Desde entonces sabía que no le gustaba, pero aquella vez fui inocente, porque antes de empezar me preguntó si me había venido la regla, y si le contesté que no, fue porque no me había venido. Todavía puedo contemplar su cara, podré verla hasta en el instante justo de mi muerte, las aletas de la nariz tensas, los labios prietos, fruncidos en una mueca grotesca, los ojos, dilatados de asco y de terror, oscilando histéricamente entre su polla manchada de sangre y mis ojos limpios. Le habría escupido en la cara, pero ni siquiera tuve tiempo para convocar una flema adecuadamente gruesa a las resecas cavernas de mi boca. El volvió a introducirse en mi cuerpo, alargó un brazo hasta la mesilla, se hizo con la caja de pañuelos de papel que había dentro del cajón, extrajo por lo menos una docena que amontonó previsoramente sobre la palma de su mano izquierda, y con esa misma mano se ayudó a salir nuevamente de mí. Luego, casi de un salto, abandonó la cama y se fue corriendo, sin invertir mucho más de medio minuto en toda la operación, mientras yo seguía quieta, tumbada, mirándole.
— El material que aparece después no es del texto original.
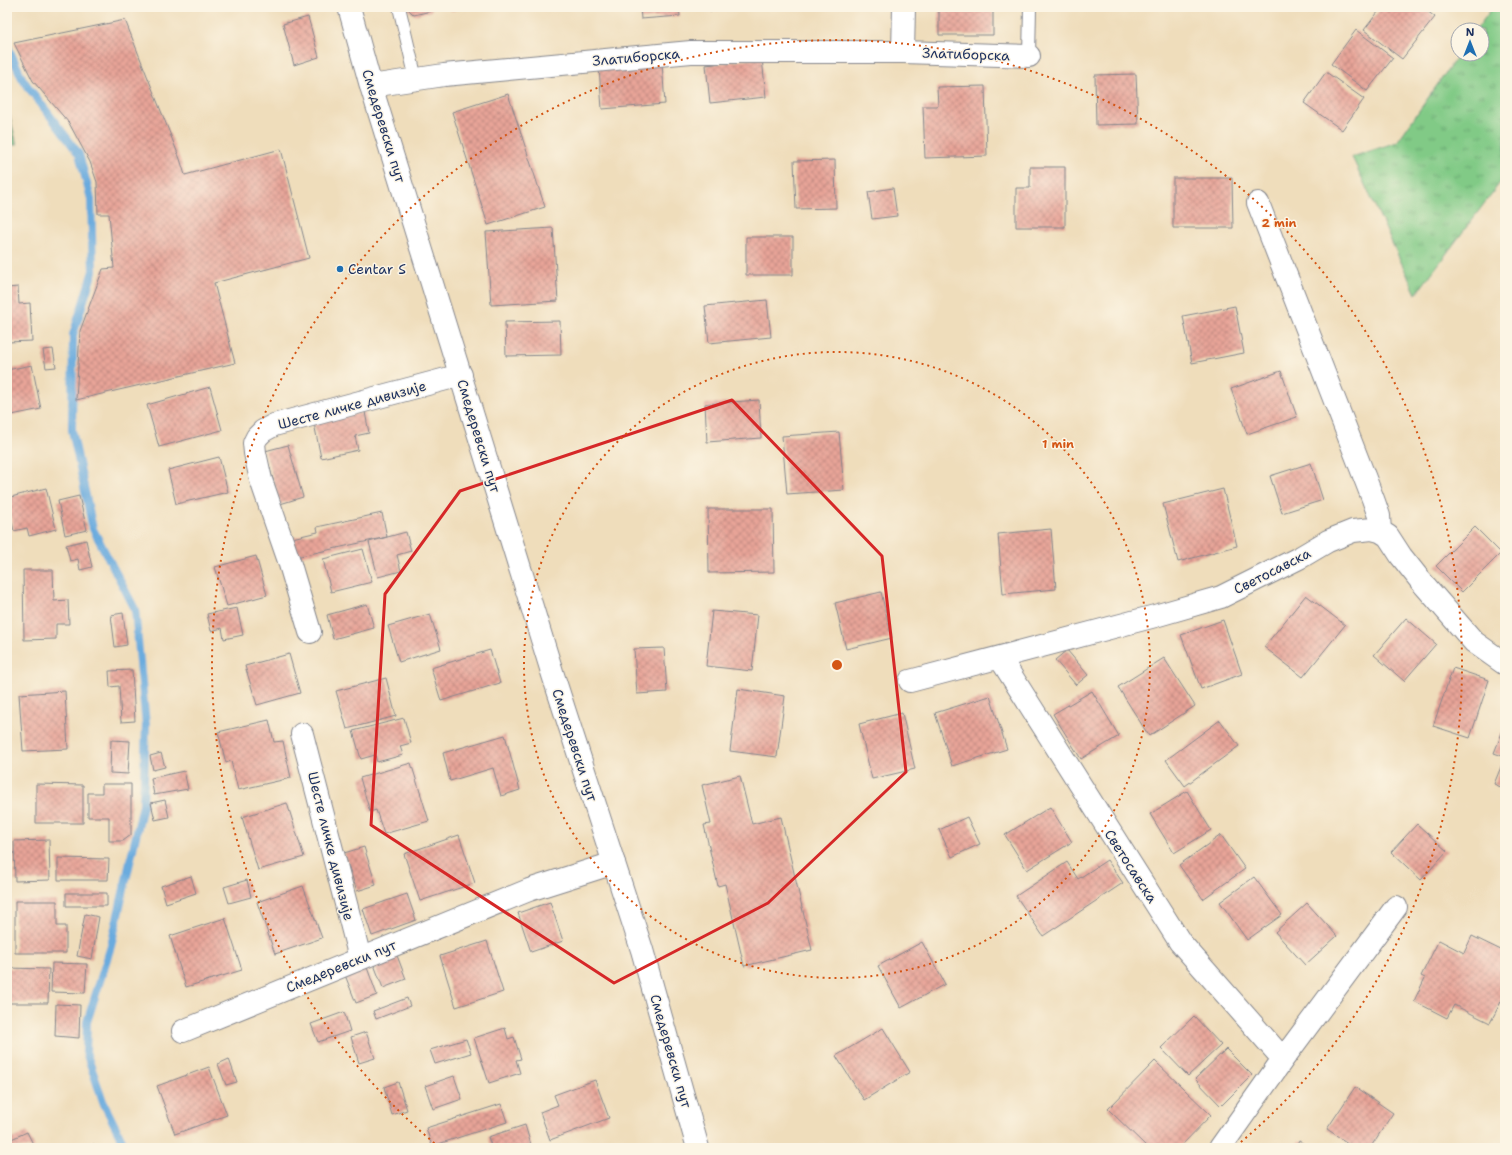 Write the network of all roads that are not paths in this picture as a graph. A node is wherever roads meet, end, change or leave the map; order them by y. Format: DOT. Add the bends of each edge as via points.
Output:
graph roads {
  1 [pos="349,7"];
  2 [pos="399,7"];
  3 [pos="904,7"];
  4 [pos="1030,7"];
  5 [pos="903,52"];
  6 [pos="1029,56"];
  7 [pos="416,79"];
  8 [pos="371,86"];
  9 [pos="1258,203"];
  10 [pos="461,375"];
  11 [pos="1380,531"];
  12 [pos="310,632"];
  13 [pos="1000,658"];
  14 [pos="1505,664"];
  15 [pos="910,682"];
  16 [pos="302,734"];
  17 [pos="614,863"];
  18 [pos="1396,907"];
  19 [pos="360,958"];
  20 [pos="183,1031"];
  21 [pos="1283,1059"];
  22 [pos="698,1148"];
  23 [pos="1220,1148"];
  1 -- 8 [label="street, Смедеревски пут"];
  2 -- 7 [label="lane"];
  3 -- 5 [label="street, Златиборска"];
  4 -- 6 [label="lane"];
  5 -- 6 [label="street, Златиборска"];
  5 -- 7 [label="street, Златиборска" via="691,52"];
  7 -- 8 [label="street, Златиборска"];
  8 -- 10 [label="street, Смедеревски пут"];
  9 -- 11 [label="street" via="1375,505"];
  10 -- 12 [label="street, Шесте личке дивизије" via="274,425 257,436 254,443 261,480"];
  10 -- 17 [label="street, Смедеревски пут"];
  11 -- 13 [label="street, Светосавска" via="1353,531 1328,541 1221,597"];
  11 -- 14 [label="street" via="1388,536 1420,580 1474,642"];
  13 -- 15 [label="street, Светосавска"];
  13 -- 21 [label="street, Светосавска" via="1180,942"];
  16 -- 19 [label="street, Шесте личке дивизије"];
  17 -- 19 [label="street, Смедеревски пут" via="529,890"];
  17 -- 22 [label="street, Смедеревски пут" via="642,950"];
  18 -- 21 [label="street"];
  19 -- 20 [label="street, Смедеревски пут"];
  21 -- 23 [label="street"];
} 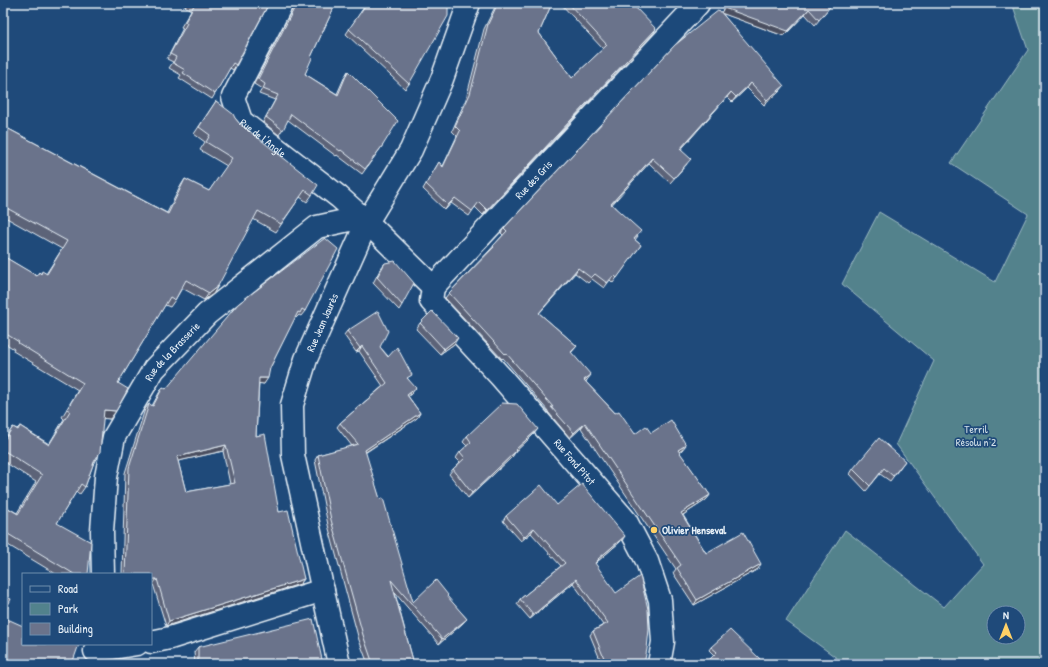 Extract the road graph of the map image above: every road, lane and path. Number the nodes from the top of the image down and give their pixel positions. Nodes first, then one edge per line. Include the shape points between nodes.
1 (282, 3) edge
2 (469, 3) edge
3 (696, 3) edge
4 (367, 222) junction
5 (432, 287) junction
6 (103, 573) edge
7 (323, 590) junction
8 (152, 642) edge
9 (132, 645) edge
10 (94, 653) edge
11 (339, 664) edge
12 (659, 664) edge

1 - 4 street, Rue de l'Angle via 233,97 241,121
2 - 4 street, Rue Jean Jaurès via 442,79 411,150
3 - 5 street, Rue des Gris
4 - 5 street
4 - 6 street, Rue de la Brasserie via 349,220 317,227 207,314 154,370 114,437 106,477 102,531
4 - 7 street, Rue Jean Jaurès via 306,359 292,405 293,455
5 - 12 street, Rue Fond Pitot via 431,301 626,521 647,562 660,600 663,642
7 - 8 street
7 - 11 street, Rue Jean Jaurès
9 - 10 street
—Eso —dije en voz alta, aunque nadie podía escucharme—, vete corriendo al baño, pedazo de maricón.
Entonces descubrí que mis viejos terrores habían caducado, como se descubre qué le ha ocurrido a un yogur escondido en el fondo de la nevera, o a una vieja medicina olvidada en una repisa, y cuando intenté recordar qué larga y accidentada sucesión de circunstancias me habían conducido hasta aquella cama, logré reconstruir mis sentimientos sin esfuerzo, pero no encontré en ellos ningún sentido. A los veintiséis años y medio, ya no podía concebir el futuro como un inmenso y apetecible paquete que abriría en algún momento, cuando estuviera aburrida, cuando tuviera ganas, cuando me viniera bien. Mi futuro había empezado ya, sin pedirme permiso, como una de esas películas de espías en las que es imposible enterarse del argumento si una no se ha fijado muy bien en el principio. El tiempo, sin dejar de pasar, ya no pasaba. Desde ahora, se me descontaba. Aquel descubrimiento me sumergió de golpe en un terror nuevo, tan potente que desterró a todos los demás sin menguar un ápice, pero me juré a mí misma que, desde aquel preciso minuto, jamás volvería a dudar acerca de qué tipo de hombre me convenía.
Así empezó 1986, año de grandísimos acontecimientos.
—¿No me notas nada?
Reina giró un par de veces sobre sus talones antes de dedicarme una sonrisa radiante.
—No —contesté—. ¿Quieres un café?
—Sí, gracias… —murmuró con un acento apagado, casi decepcionado por la vulgaridad de mi respuesta.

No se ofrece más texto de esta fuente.